Defining Languages
Your product may support multiple languages. For example, the field labels, input text, and even outputs and reports can be configured to appear in a localized language. A language code for every potential language exists in the system to supply this information in various languages.
Select Admin > General > Language to define a language.
Description of Page
Enter a unique Language. If you are applying a language pack provided by the product, use the language code designed by the language pack.
Enter the Description for the language. Typically this should be the name of the language in that language.
Turn on Language Enable if the system should add a row for this language whenever a row is added in another language. For example, if you add a new currency code, the system will create language specific record for each language that has been enabled. You would only enable multiple languages if you have users who work in multiple languages. Languages that are configured as enabled, appear in the Switch Language dashboard zone.
Note:
For on premise applications, the login page displays all the languages that are enabled, allowing the user to toggle the login instructions in that language. The list of enabled languages is captured on the server at startup time. If a new language is enabled, contact your server administrator to refresh the server in order to see the new language displayed in the login page.

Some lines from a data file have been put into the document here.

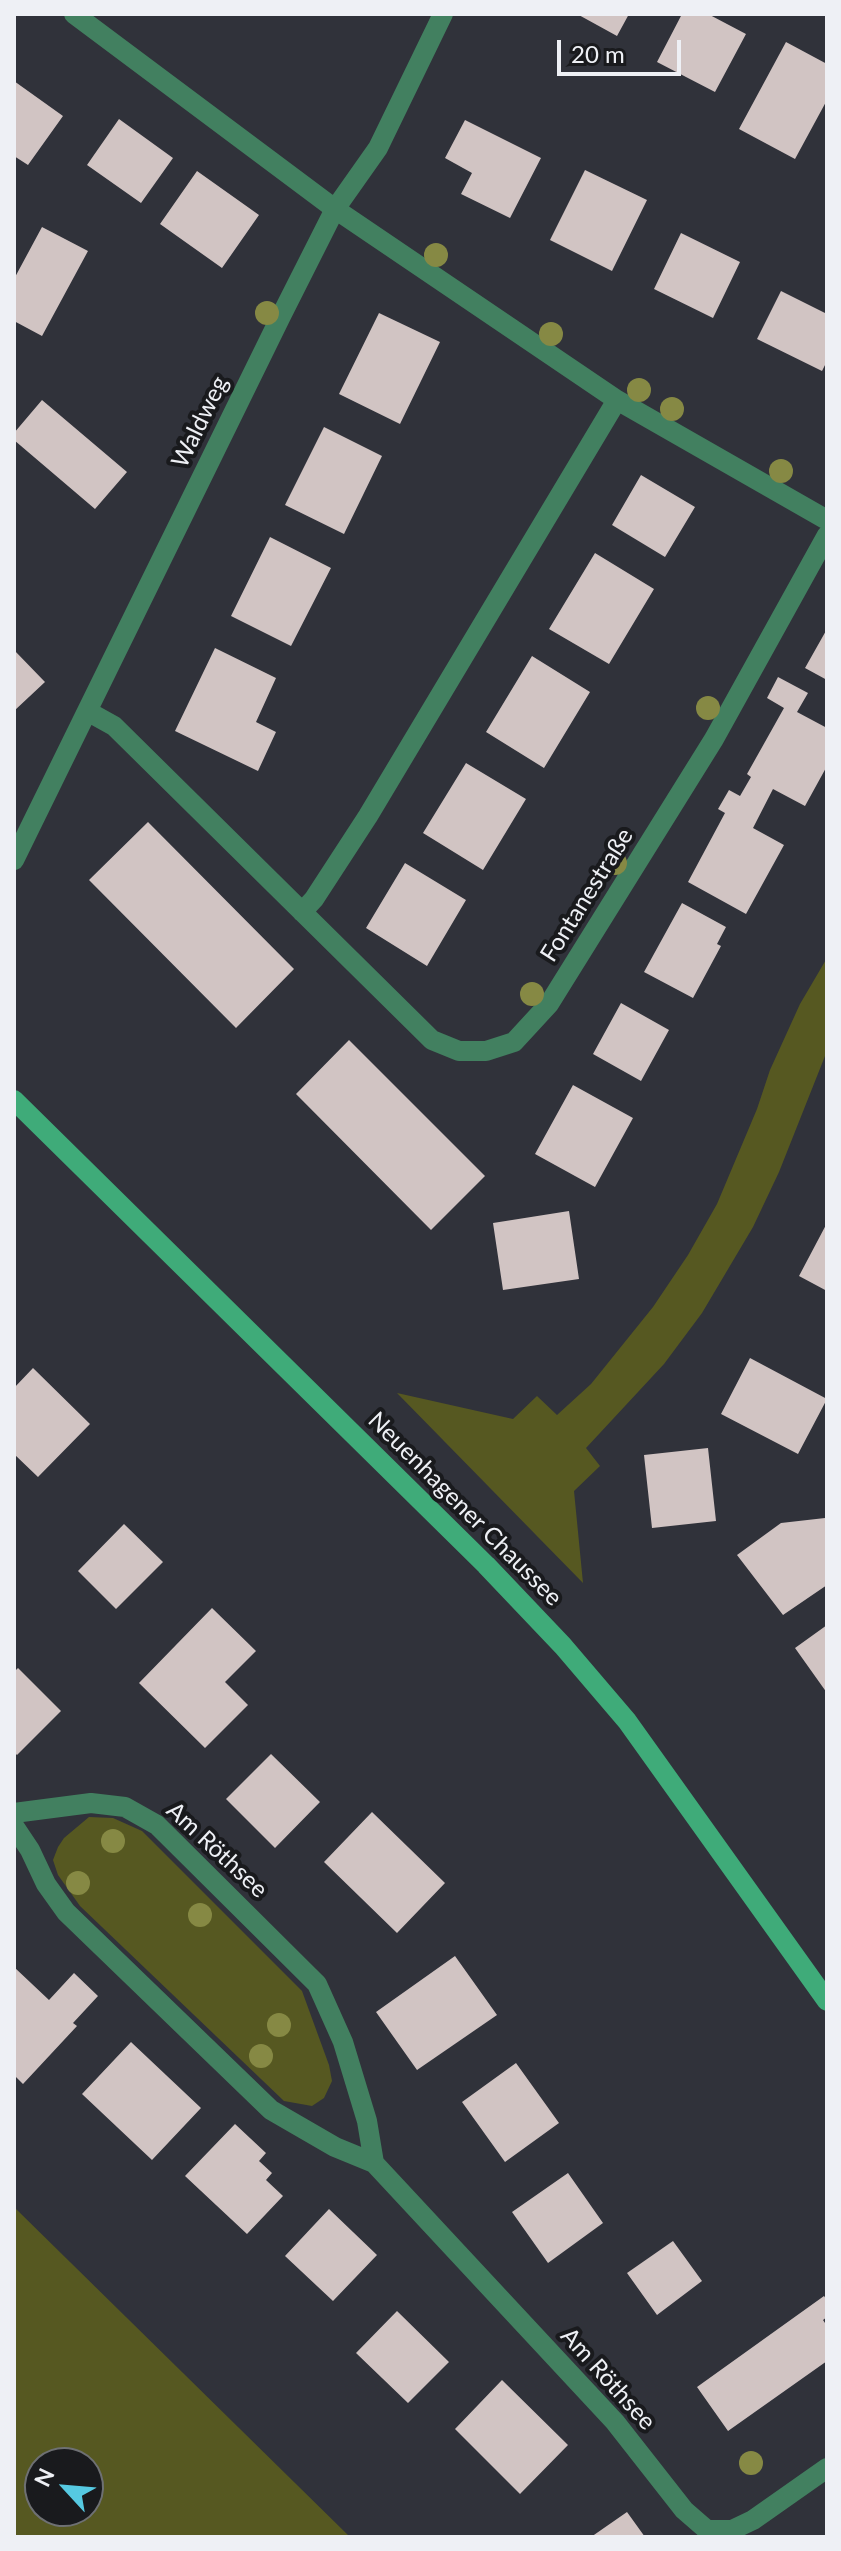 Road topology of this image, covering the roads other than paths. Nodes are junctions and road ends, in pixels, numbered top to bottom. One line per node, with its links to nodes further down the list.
1 (74, 14): 3 (street)
2 (443, 14): 3 (street, Waldweg)
3 (335, 209): 4 (street); 6 (street, Waldweg)
4 (617, 400): 5 (street); 8 (street)
5 (825, 519): 8 (street, Fontanestraße)
6 (87, 711): 7 (street, Waldweg); 8 (street, Fontanestraße)
7 (14, 860)
8 (302, 912)
9 (14, 1100): 12 (street, Neuenhagener Chaussee)
10 (14, 1813): 13 (street, Am Röthsee)
11 (14, 1826): 13 (street, Am Röthsee)
12 (827, 2001)
13 (374, 2163): 14 (street, Am Röthsee)
14 (827, 2468) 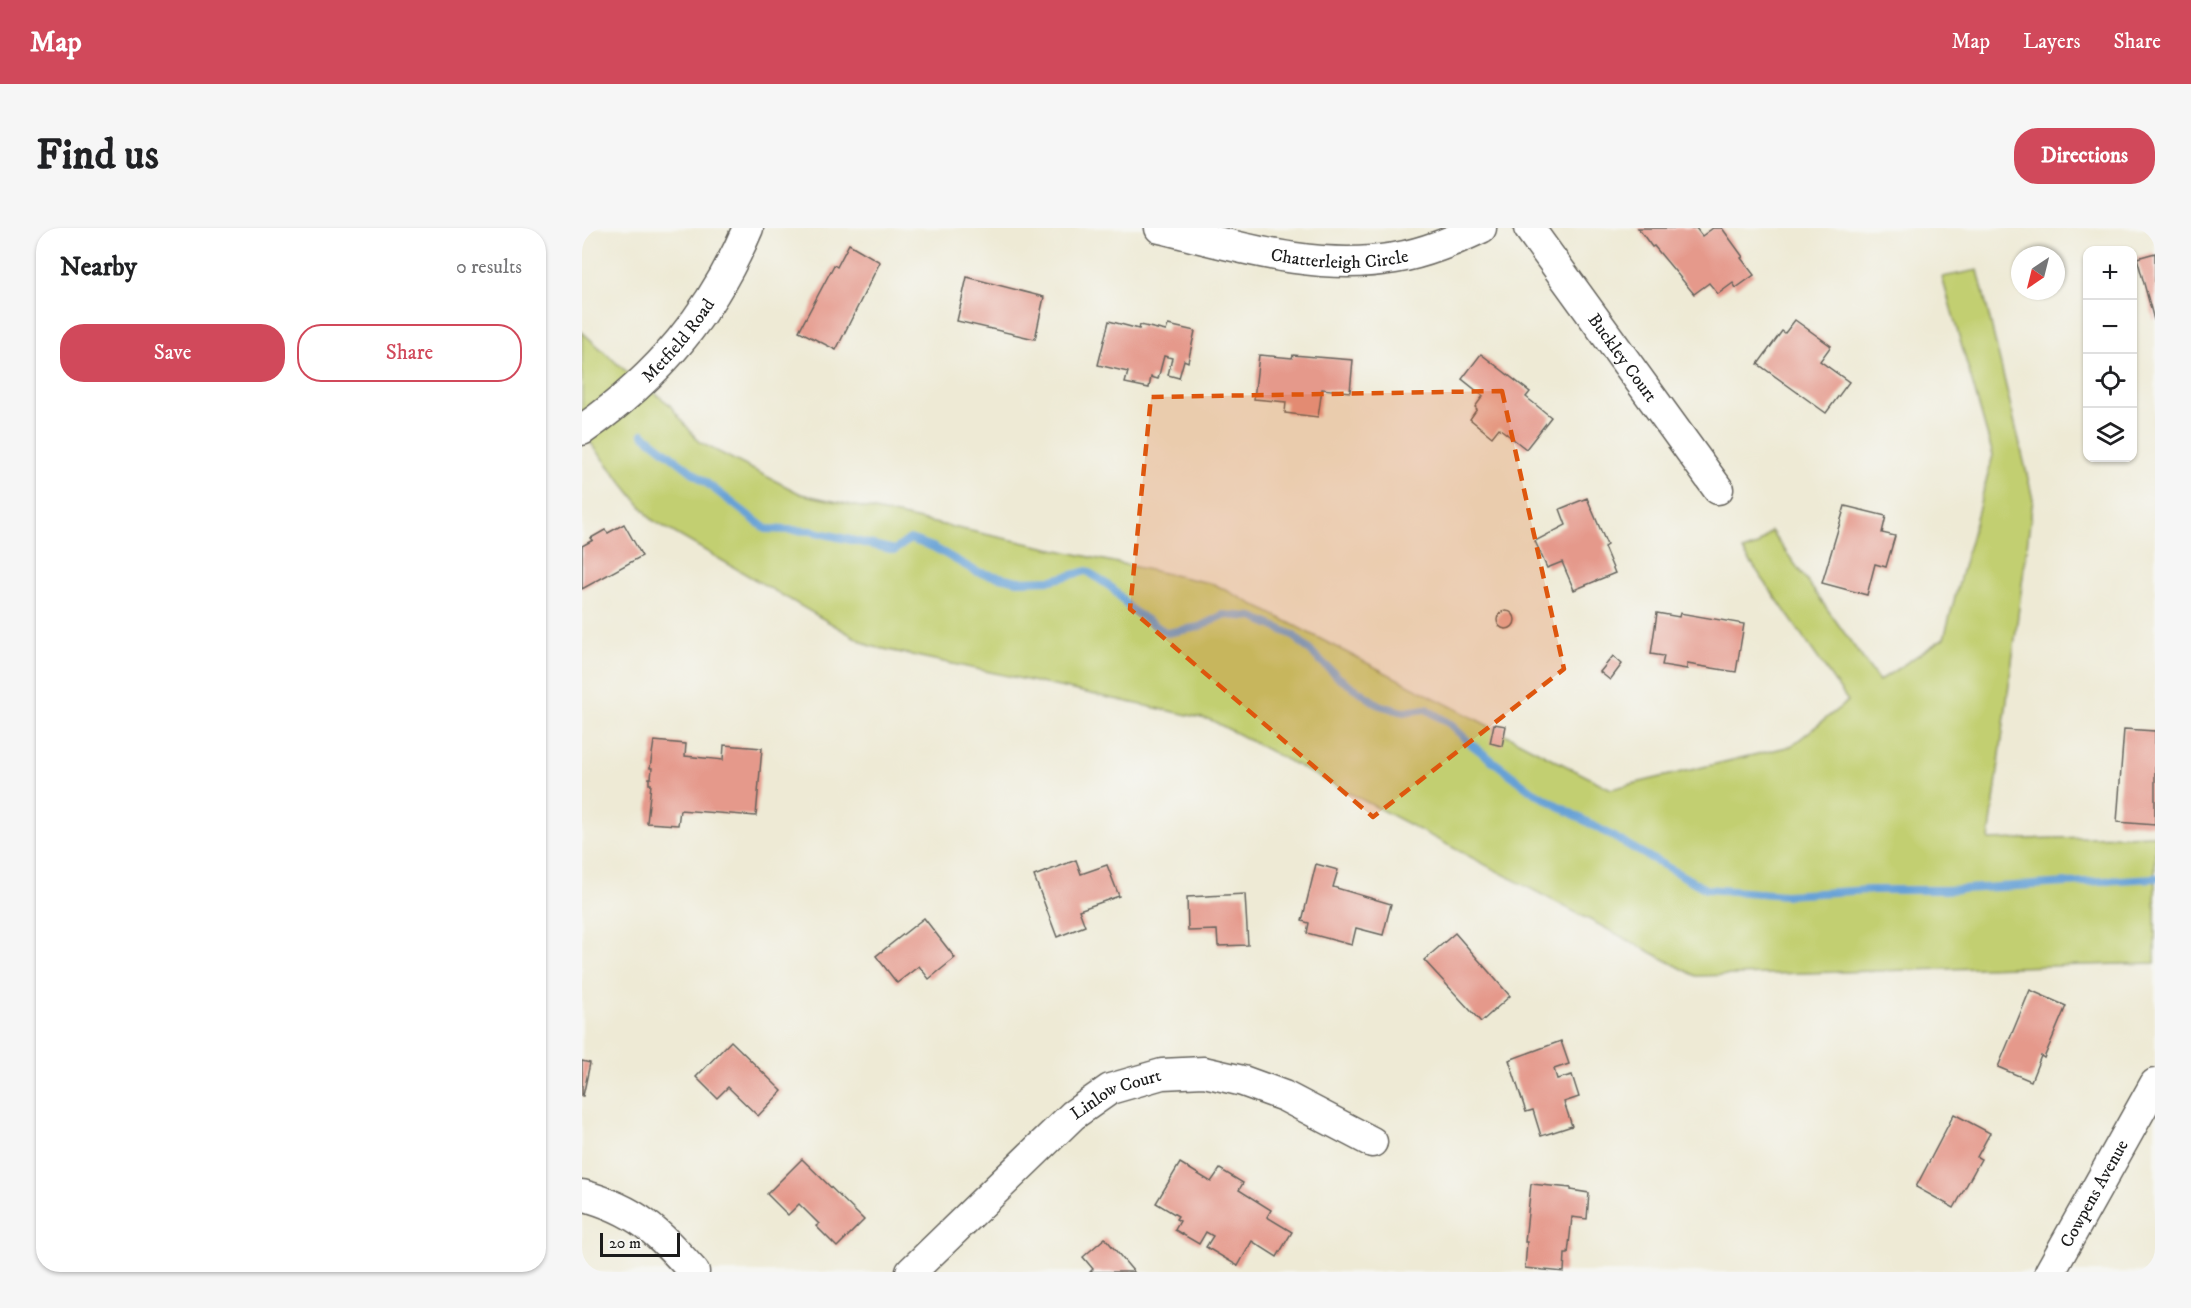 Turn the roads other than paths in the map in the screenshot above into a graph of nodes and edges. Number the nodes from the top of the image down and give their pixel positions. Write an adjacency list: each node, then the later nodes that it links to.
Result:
1 (748, 228): 5 (street, Metfield Road)
2 (1160, 228): 3 (street, Chatterleigh Circle)
3 (1481, 228)
4 (1529, 228): 6 (street, Buckley Court)
5 (582, 430)
6 (1718, 489)
7 (2155, 1084): 12 (street, Cowpens Avenue)
8 (1372, 1142): 11 (street, Linlow Court)
9 (582, 1194): 10 (street)
10 (694, 1272)
11 (911, 1272)
12 (2050, 1272) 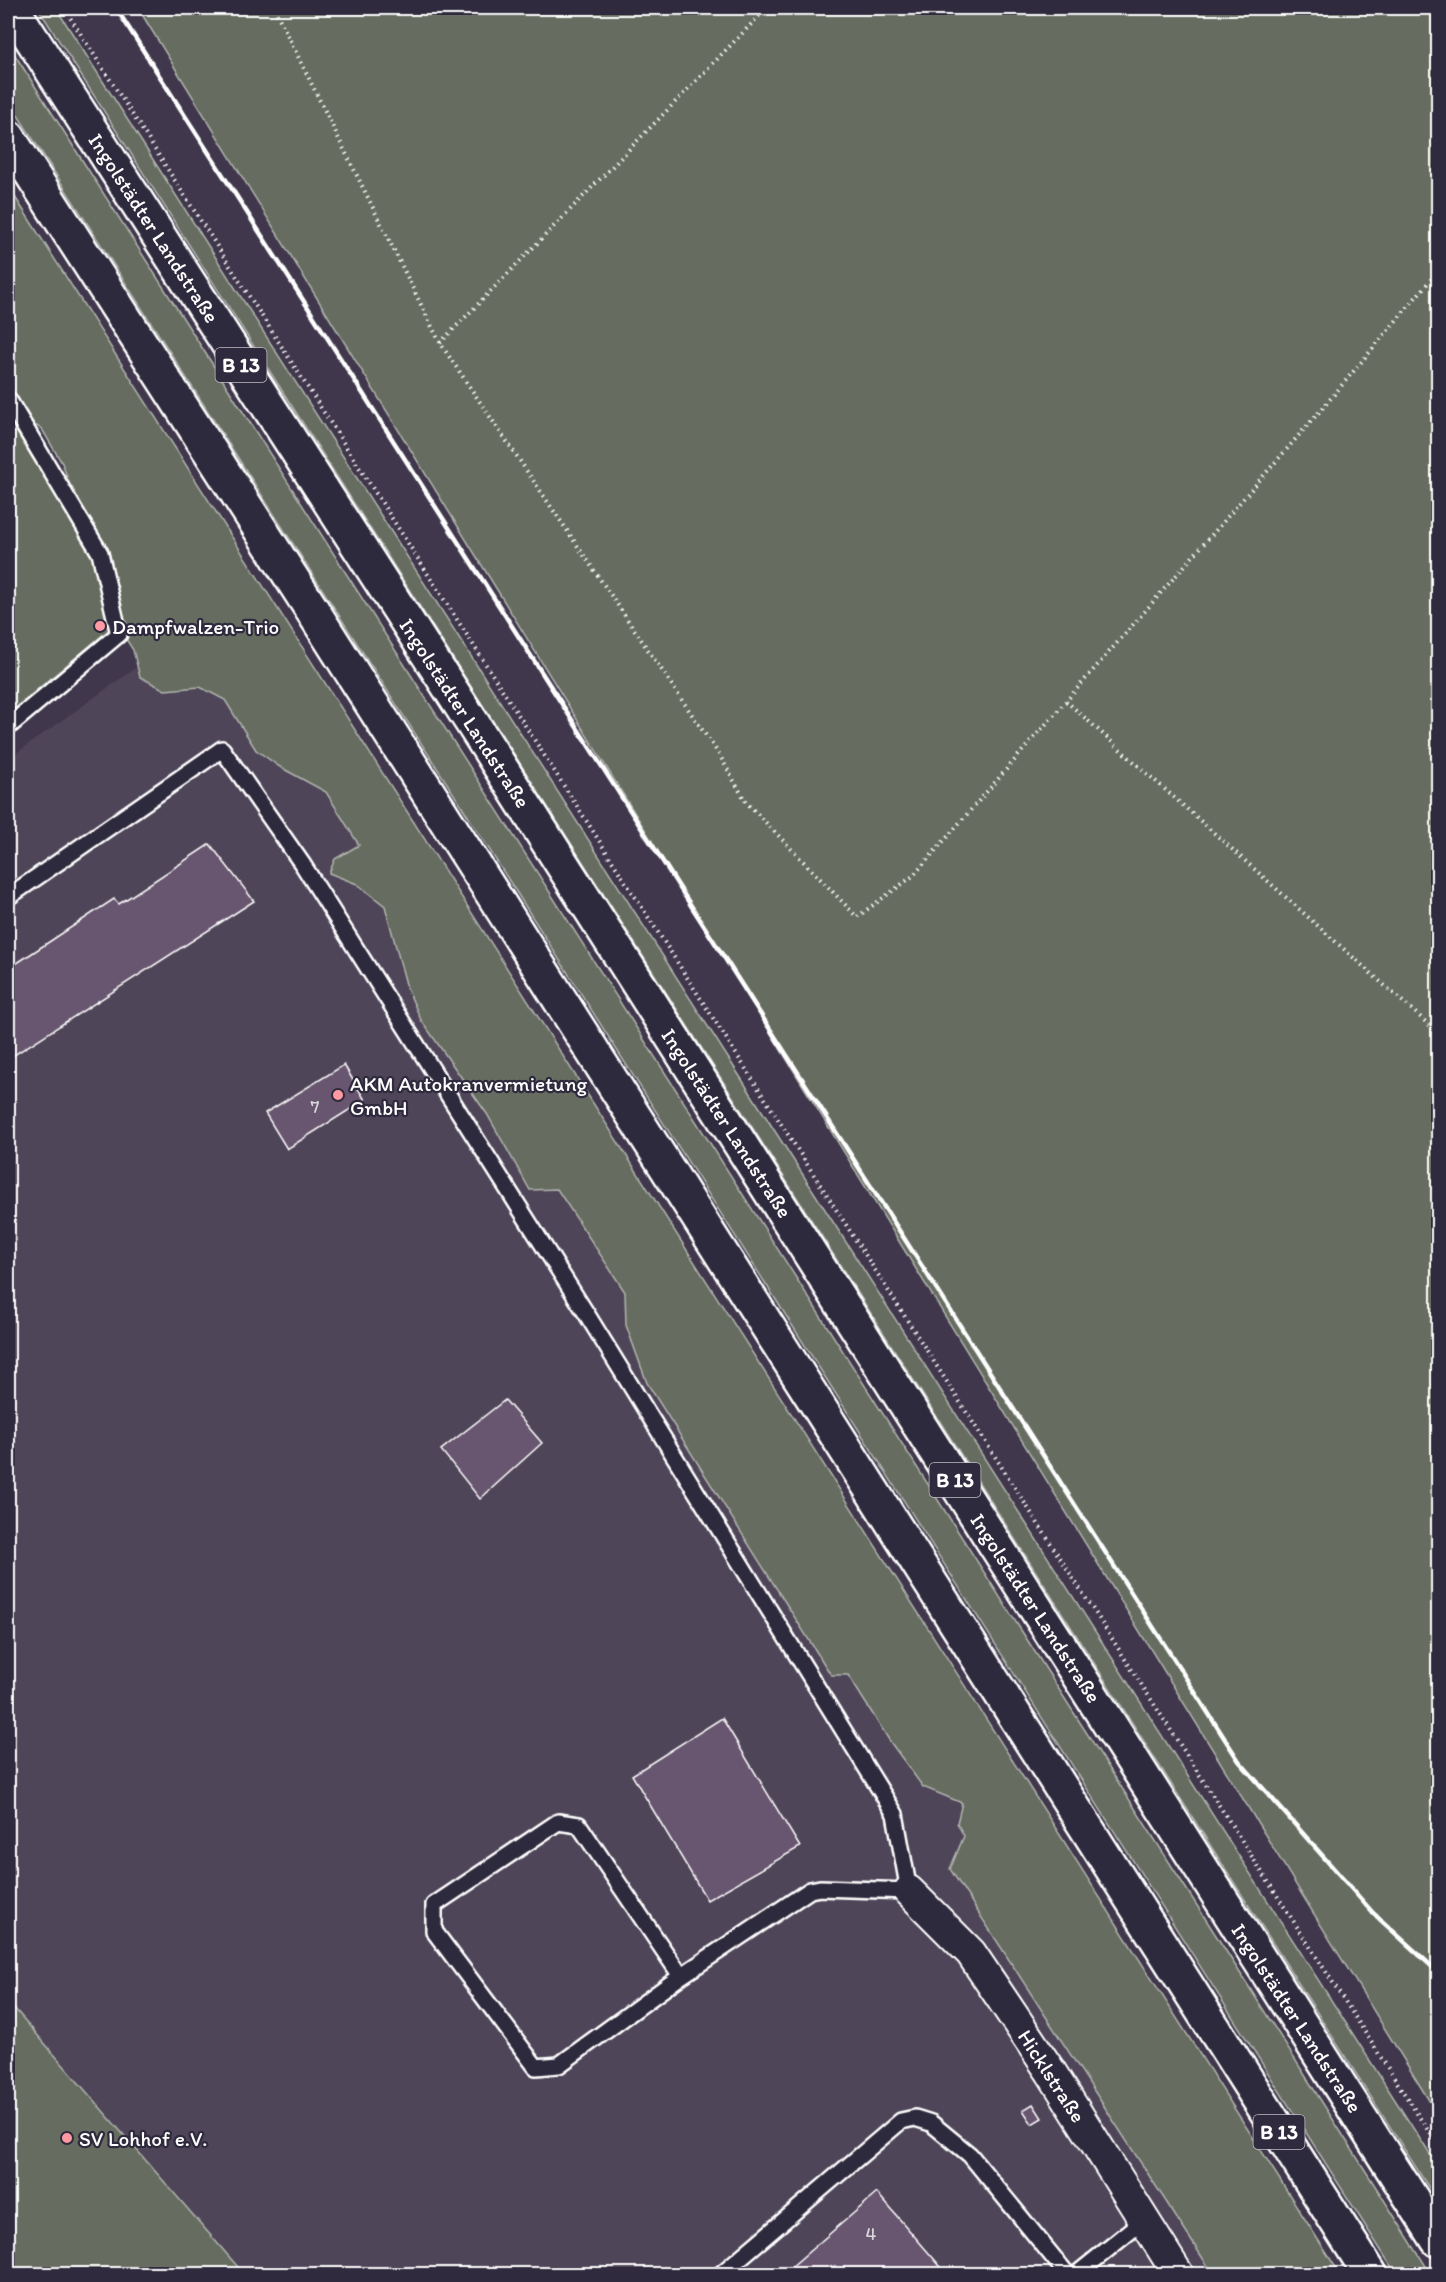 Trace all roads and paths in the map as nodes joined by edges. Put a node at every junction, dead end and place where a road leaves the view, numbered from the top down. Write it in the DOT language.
graph roads {
  1 [pos="12,8"];
  2 [pos="64,8"];
  3 [pos="274,8"];
  4 [pos="767,8"];
  5 [pos="8,137"];
  6 [pos="1438,271"];
  7 [pos="440,343"];
  8 [pos="8,399"];
  9 [pos="1066,702"];
  10 [pos="8,727"];
  11 [pos="8,897"];
  12 [pos="1438,1033"];
  13 [pos="909,1891"];
  14 [pos="681,1976"];
  15 [pos="1438,2146"];
  16 [pos="1144,2220"];
  17 [pos="1438,2240"];
  18 [pos="722,2274"];
  19 [pos="1067,2274"];
  20 [pos="1077,2274"];
  21 [pos="1178,2274"];
  22 [pos="1370,2274"];
  1 -- 17 [label="main road, Ingolstädter Landstraße / B 13"];
  2 -- 15 [label="path"];
  3 -- 7 [label="path"];
  4 -- 7 [label="path"];
  5 -- 22 [label="main road, B 13"];
  6 -- 9 [label="path"];
  7 -- 9 [label="path"];
  8 -- 10 [label="lane"];
  9 -- 12 [label="path"];
  11 -- 13 [label="lane"];
  13 -- 14 [label="lane"];
  13 -- 16 [label="street, Hicklstraße"];
  14 -- 14 [label="lane"];
  16 -- 20 [label="lane"];
  16 -- 21 [label="street, Hicklstraße"];
  18 -- 19 [label="lane"];
}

The following two fields control how the contents of grids and search results are sorted by the Java virtual machine (JVM) on your web server:
The Locale is a string containing three portions:
ISO language code (lower case, required)
ISO country code (upper case, optional)
Variant (optional).
Underscores separate the various portions, and the variant can include further underscores to designate multiple variants. The specific JVM in use by your particular hardware/OS configuration constrains the available Locales. Validating the Locale against the JVM is outside the scope of this transaction. This means you are responsible for choosing valid Locales.
The following are examples of valid locales:
Locale
Comments
en_​US
American English
en_​AU
Australian English
pt_​BR
Brazilian Portuguese
fr_​FR_​EURO
European French
ja_​JP
Japanese
In addition, the Java collation API can take a Collator Strength parameter. This parameter controls whether, for example, upper and lower-case characters are considered equivalent, or how accented characters are sorted. Valid values for collator strength are PRIMARY, SECONDARY, TERTIARY, and IDENTICAL. If you leave this field blank, Java will use its default value for the language. We'd like to stress that the impact of each value depends on the language.
Please see https://docs.oracle.com/javase/7/docs/api/java/text/Collator.html for more information about the collator strength for your language.
Display Order indicates if this language is written Left to Right or Right to Left.
Owner indicates if this language is owned by the base package or by your implementation (Customer Modification). The system sets the owner to Customer Modification when you add a language. This information is display-only.
Note that all administrative control tables and system metadata that contain language-specific columns (e.g., a description) reference a language code. In addition, other tables may reference the language as a specific column. For example, on the User record you indicate the preferred language of the user.